Law enforcement officials in Nashville announced Wednesday morning that a federal grand jury indictment last week charged eight persons with charges including firearm possession by a felon and drug distribution charges. In addition, 10 more face a variety of state charges filed by District Attorney Torry Johnson’s office.
One man, Christopher Bridges, 20, who was arrested Monday in connection to an Aug. 21 double homicide at a Brick Church Pike gas station, has also been charged with a federal criminal complaint for being a convicted felon in possession of a firearm.
Rev. Enoch Fuzz, of Corinthian Missionary Baptist Church, said for too long area residents — and not, as it should be, the criminals — have lived in fear. The general violence in his community had made some afraid to attend church, he said, adding, “sometimes I’m afraid.”
“When you have shooting within a half mile of where you live … when you hear gunfire and you just turn over and go back to sleep, it’s time for somebody to come and help us,” Fuzz said.
According to police, the three-year-old investigation leading to the charges and arrests focused on members of the 98 Mafia Crips gang, which aside from the alleged involvement in the deadly August shootings also have sought to control drug sales in the J.C. Napier and Tony Sudekum public housing developments.
Metro Gang Unit detectives and agents from the Bureau of Alcohol, Tobacco, Firearms and Explosives who worked the investigation believe that many of those charged lived in or frequented the areas around Creekwood Drive and Dellway Villa Road in North Nashville.
U.S. Attorney Jerry Martin said the decision to seek federal charges against some of the alleged criminals is an attempt to go after lengthy sentences for the “worst of the worst” and seeking “significant jail time with no hope for parole.”
Police Chief Steve Anderson said the charges are meant to send the message that “this summer’s gunfire and violence that has taken place in North Nashville is not acceptable.”
“We will seek federal prosecution of gang members whenever possible and upon conviction look forward to seeing them serve their sentence [in a federal prison] many miles from Tennessee,” Anderson said.
While Metro Councilwoman Edith Taylor Langster thanked Metro police for working with and responding to the community, she added a caveat for North Precinct Commander Anthony Carter. “But Commander Carter, you’ve got some more people to pick up.”
Those charged in the federal indictment include Timothy Jutodd Batey, 19, Malcolm L. Brooks, 36, Melvin Nathaniel Comer Jr., 22, Javaree Markeith Groves, 26, Lemanuel Rycole Hockett, 21, Darvis Quontez Lewis, 25, Antwan Montez Pitts, 34, and Lamont Marques Pitts, 24.
Timothy Jutodd Batey, 19, Melvin Nathaniel Comer Jr., 22, and Antwan Montez Pitts, 24, remained at large as of Wednesday.
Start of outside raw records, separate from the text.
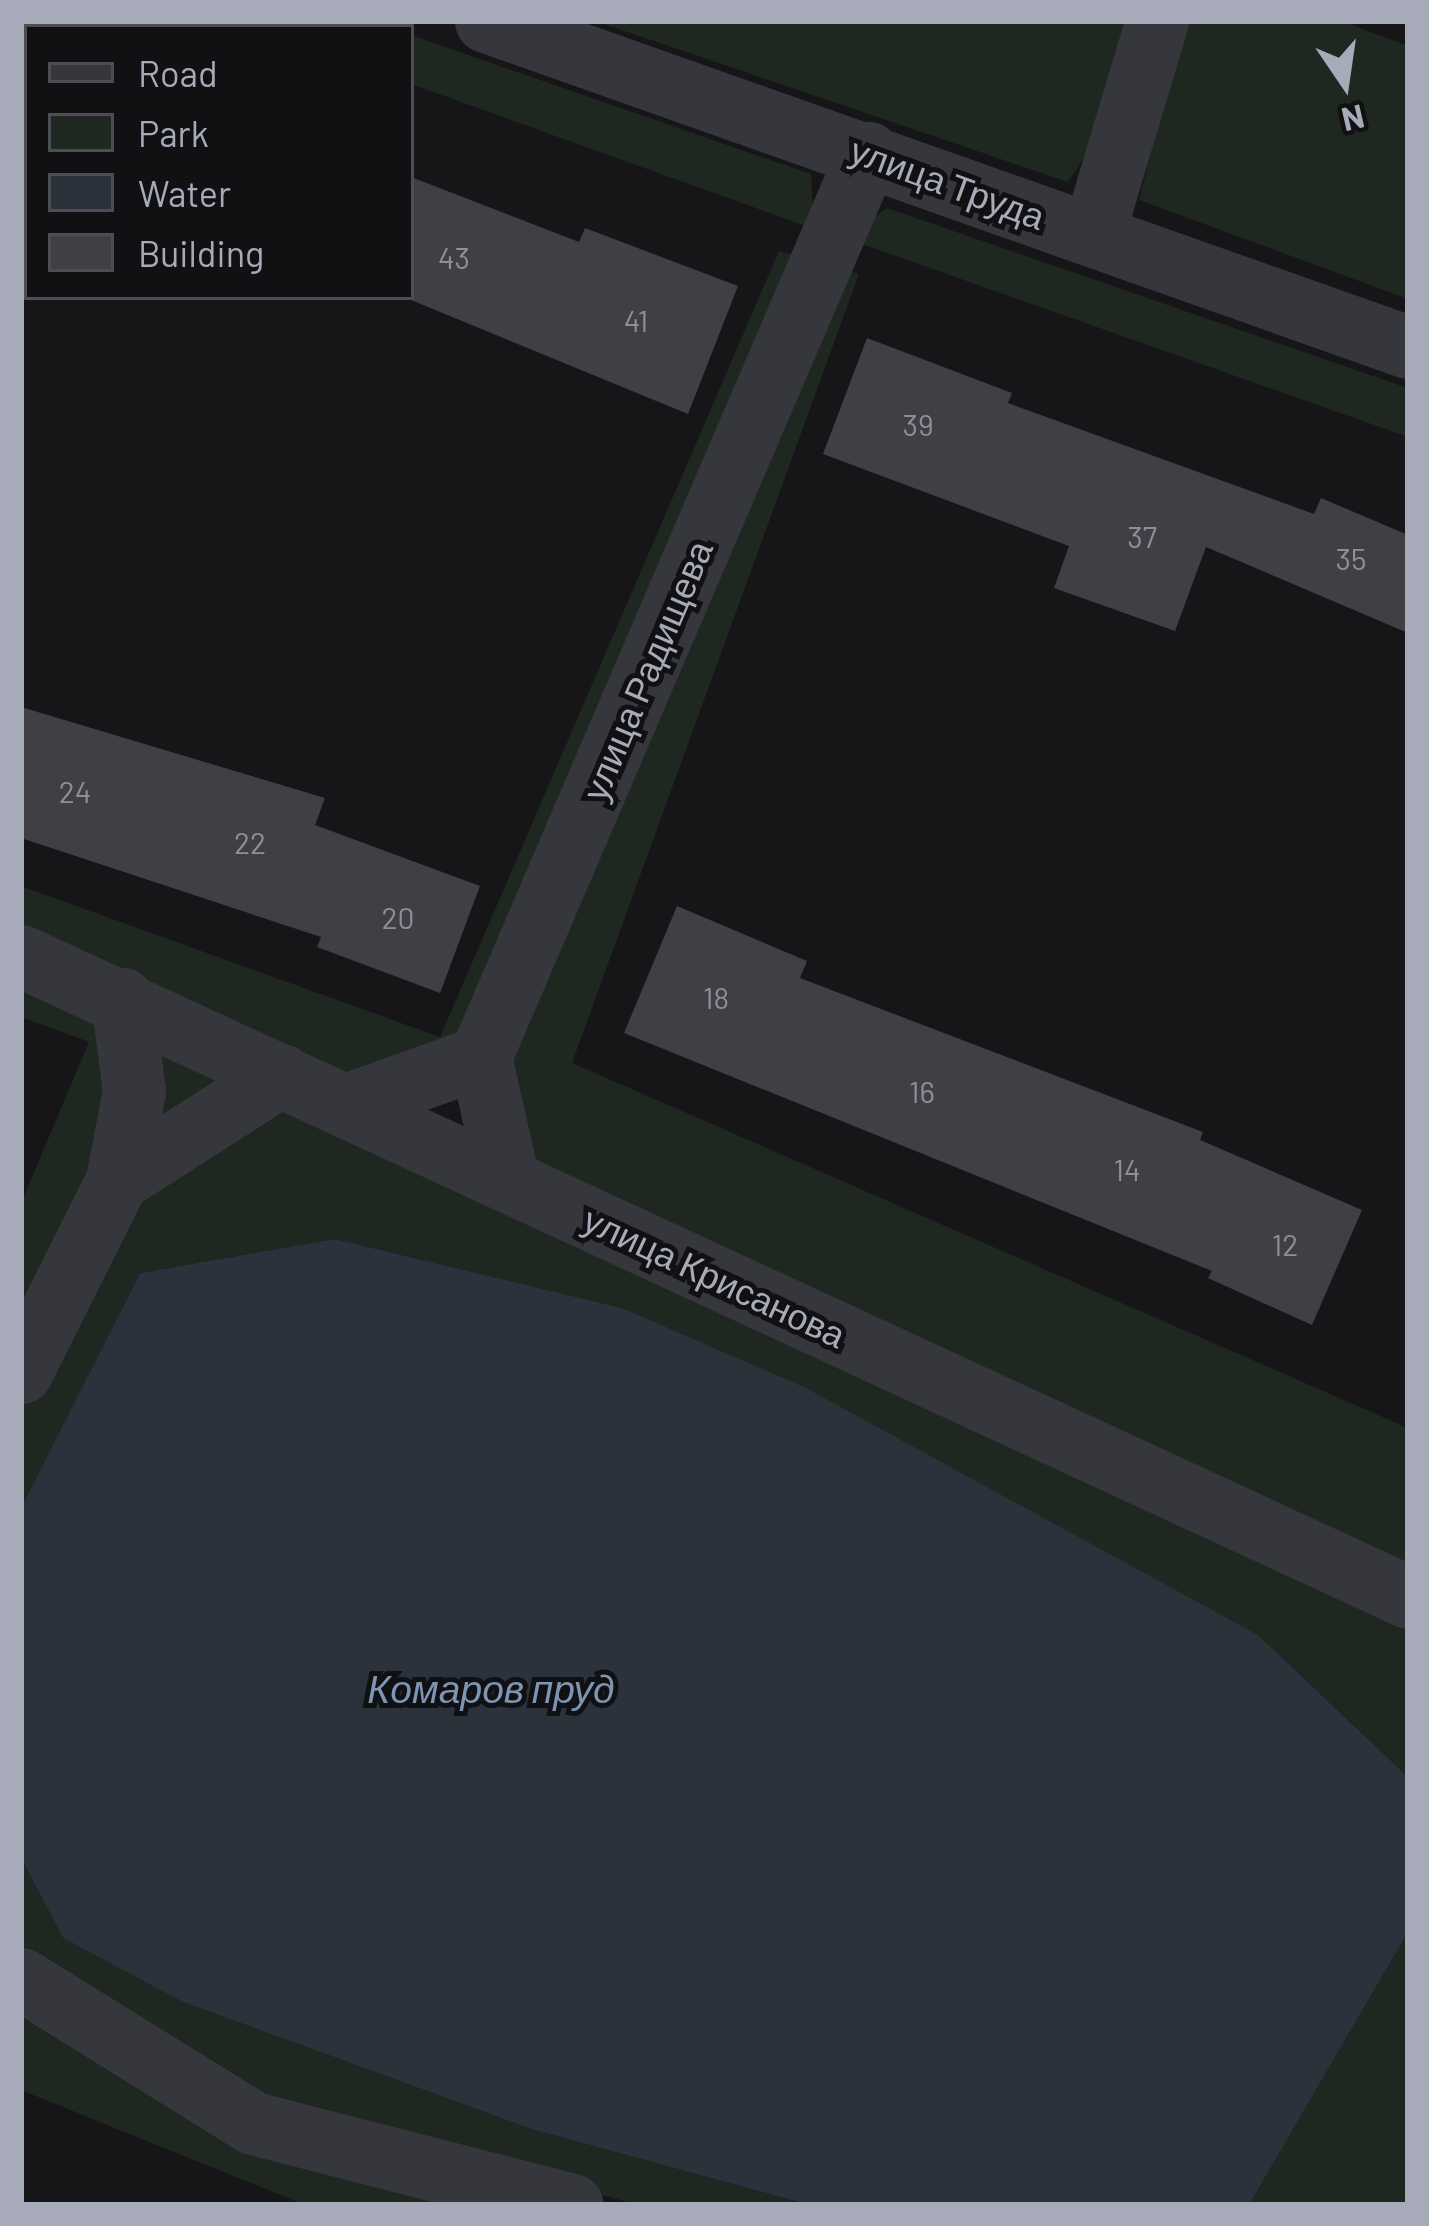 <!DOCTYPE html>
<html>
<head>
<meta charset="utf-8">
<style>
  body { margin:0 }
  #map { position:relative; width:1429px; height:2226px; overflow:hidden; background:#161517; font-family:Barlow,sans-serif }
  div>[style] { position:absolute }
  .green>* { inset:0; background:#1f2721 }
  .water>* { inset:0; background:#2b323b }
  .building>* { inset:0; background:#403f44 }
  .street>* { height:63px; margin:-31.5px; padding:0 31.5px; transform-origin:31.5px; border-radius:31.5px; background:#36373c }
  span { translate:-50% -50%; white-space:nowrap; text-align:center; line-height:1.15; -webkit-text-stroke:10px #111012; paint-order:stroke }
  .number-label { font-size:30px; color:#8d8f9b }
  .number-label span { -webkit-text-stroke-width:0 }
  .street-label { font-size:36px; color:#a7aab8 }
  .water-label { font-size:39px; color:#7e94b3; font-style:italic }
  .frame { position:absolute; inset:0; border:24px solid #a7aab8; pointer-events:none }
  .legend { position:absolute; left:24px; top:24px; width:390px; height:276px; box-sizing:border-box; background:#111012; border:3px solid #4d4e54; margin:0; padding:15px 21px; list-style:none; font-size:36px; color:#a7aab8 }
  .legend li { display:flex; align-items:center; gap:24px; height:60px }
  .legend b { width:60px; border:3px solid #4d4e54 }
  .north { position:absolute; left:1285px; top:24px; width:120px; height:120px; -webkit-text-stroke:9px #111012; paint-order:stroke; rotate:167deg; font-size:33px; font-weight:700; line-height:48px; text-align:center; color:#a7aab8 }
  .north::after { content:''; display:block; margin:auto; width:42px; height:54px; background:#a7aab8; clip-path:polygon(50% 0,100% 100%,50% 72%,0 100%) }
</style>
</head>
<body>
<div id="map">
  <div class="green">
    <i style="clip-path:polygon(595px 21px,1136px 21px,1101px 133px,1068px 182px)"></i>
    <i style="clip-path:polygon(1184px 21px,1342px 21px,1408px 46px,1408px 299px,1139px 200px)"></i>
    <i style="clip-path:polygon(411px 35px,811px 174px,814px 229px,411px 84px)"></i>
    <i style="clip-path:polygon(887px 208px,1408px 388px,1408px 437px,845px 238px)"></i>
    <i style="clip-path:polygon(779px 251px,800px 256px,464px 1044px,345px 1085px,21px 942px,21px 886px,440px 1037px)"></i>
    <i style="clip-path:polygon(834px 265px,859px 274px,572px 1063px,1408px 1428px,1408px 1576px,534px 1168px,502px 1059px)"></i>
    <i style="clip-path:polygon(21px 972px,108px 1013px,122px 1092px,21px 1336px,21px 1203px,89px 1042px,21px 1017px)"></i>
    <i style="clip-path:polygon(149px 1032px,248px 1074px,152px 1131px)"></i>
    <i style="clip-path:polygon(277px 1109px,308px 1110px,1408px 1620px,1408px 1777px,1258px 1635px,622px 1308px,335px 1239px,140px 1273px,21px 1508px,21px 1412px,51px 1340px,138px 1191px)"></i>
    <i style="clip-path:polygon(21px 1858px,63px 1938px,182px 2001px,531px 2129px,810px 2205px,639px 2205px,261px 2102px,21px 1954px)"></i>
    <i style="clip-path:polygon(1408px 1932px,1408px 2205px,1249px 2205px)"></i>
    <i style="clip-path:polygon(21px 1998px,504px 2205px,305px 2205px,21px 2090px)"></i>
  </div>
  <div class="water">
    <i style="clip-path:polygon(335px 1239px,622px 1308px,804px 1387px,1258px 1635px,1408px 1777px,1408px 1932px,1249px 2205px,810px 2205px,531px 2129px,181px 2001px,63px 1938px,21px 1858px,21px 1508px,140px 1273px)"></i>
  </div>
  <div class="building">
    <i style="clip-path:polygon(411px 177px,579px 242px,585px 228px,738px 286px,688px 414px,411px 300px)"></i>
    <i style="clip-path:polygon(867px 338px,1012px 393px,1008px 403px,1314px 514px,1321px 498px,1408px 535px,1408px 633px,1206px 547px,1175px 631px,1054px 588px,1069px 546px,823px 454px)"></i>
    <i style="clip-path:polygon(21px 707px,325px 798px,315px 825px,480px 886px,440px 993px,317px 947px,321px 937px,21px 838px)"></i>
    <i style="clip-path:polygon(677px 906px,807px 961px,800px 978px,1203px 1132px,1200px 1140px,1362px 1210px,1312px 1325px,1208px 1278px,1212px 1271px,624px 1033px)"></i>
  </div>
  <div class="street">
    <i style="left:486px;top:21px;width:978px;rotate:19.47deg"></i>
    <i style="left:1093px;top:234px;width:222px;rotate:-73.3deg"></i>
    <i style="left:21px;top:956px;width:1528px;rotate:24.8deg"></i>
    <i style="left:480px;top:1057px;width:126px;rotate:77.2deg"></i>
    <i style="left:346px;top:1105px;width:142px;rotate:-19.7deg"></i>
    <i style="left:480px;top:1057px;width:984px;rotate:-66.77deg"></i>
    <i style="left:117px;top:1180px;width:91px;rotate:-79.2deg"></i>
    <i style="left:134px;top:1091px;width:93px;rotate:-97.4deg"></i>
    <i style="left:21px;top:1372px;width:215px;rotate:-63.4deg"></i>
    <i style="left:117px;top:1180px;width:195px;rotate:-32.6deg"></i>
    <i style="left:21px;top:1979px;width:273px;rotate:31.8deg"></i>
    <i style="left:253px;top:2123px;width:329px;rotate:14.4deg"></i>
  </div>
  <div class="number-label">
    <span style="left:454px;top:257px">43</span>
    <span style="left:636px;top:320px">41</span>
    <span style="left:918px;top:424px">39</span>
    <span style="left:1142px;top:536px">37</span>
    <span style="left:1351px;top:558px">35</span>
    <span style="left:75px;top:791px">24</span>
    <span style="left:250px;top:842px">22</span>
    <span style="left:398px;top:917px">20</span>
    <span style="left:716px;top:997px">18</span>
    <span style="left:922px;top:1091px">16</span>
    <span style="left:1127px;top:1169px">14</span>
    <span style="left:1285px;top:1244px">12</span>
  </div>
  <div class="street-label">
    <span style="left:948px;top:182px;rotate:20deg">улица Труда</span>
    <span style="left:646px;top:670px;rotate:-67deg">улица Радищева</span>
    <span style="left:715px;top:1276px;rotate:25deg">улица Крисанова</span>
  </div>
  <div class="water-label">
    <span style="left:491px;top:1688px">Комаров пруд</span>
  </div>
  <div class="frame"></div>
  <ul class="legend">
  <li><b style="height:15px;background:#36373c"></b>Road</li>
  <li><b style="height:33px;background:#1f2721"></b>Park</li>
  <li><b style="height:33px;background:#2b323b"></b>Water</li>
  <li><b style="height:33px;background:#403f44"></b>Building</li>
  </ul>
  <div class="north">N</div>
</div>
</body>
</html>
If convicted, all of those charged federally face prison sentences of between 10 years to life.
Additionally, the 10 facing state charges for alleged violent acts and drug sales include Tyquane Cruther, 21, Nathaniel Thompson, 32, Kendrick Walker, 22, Ryan Potter, 24, Quinten Dailey, 23, Kevin Fain, 22, Carlos Harp, 29, Stewart Dailey, 27, Jamahl Saunders, 23, and Clarence Shaw, 22.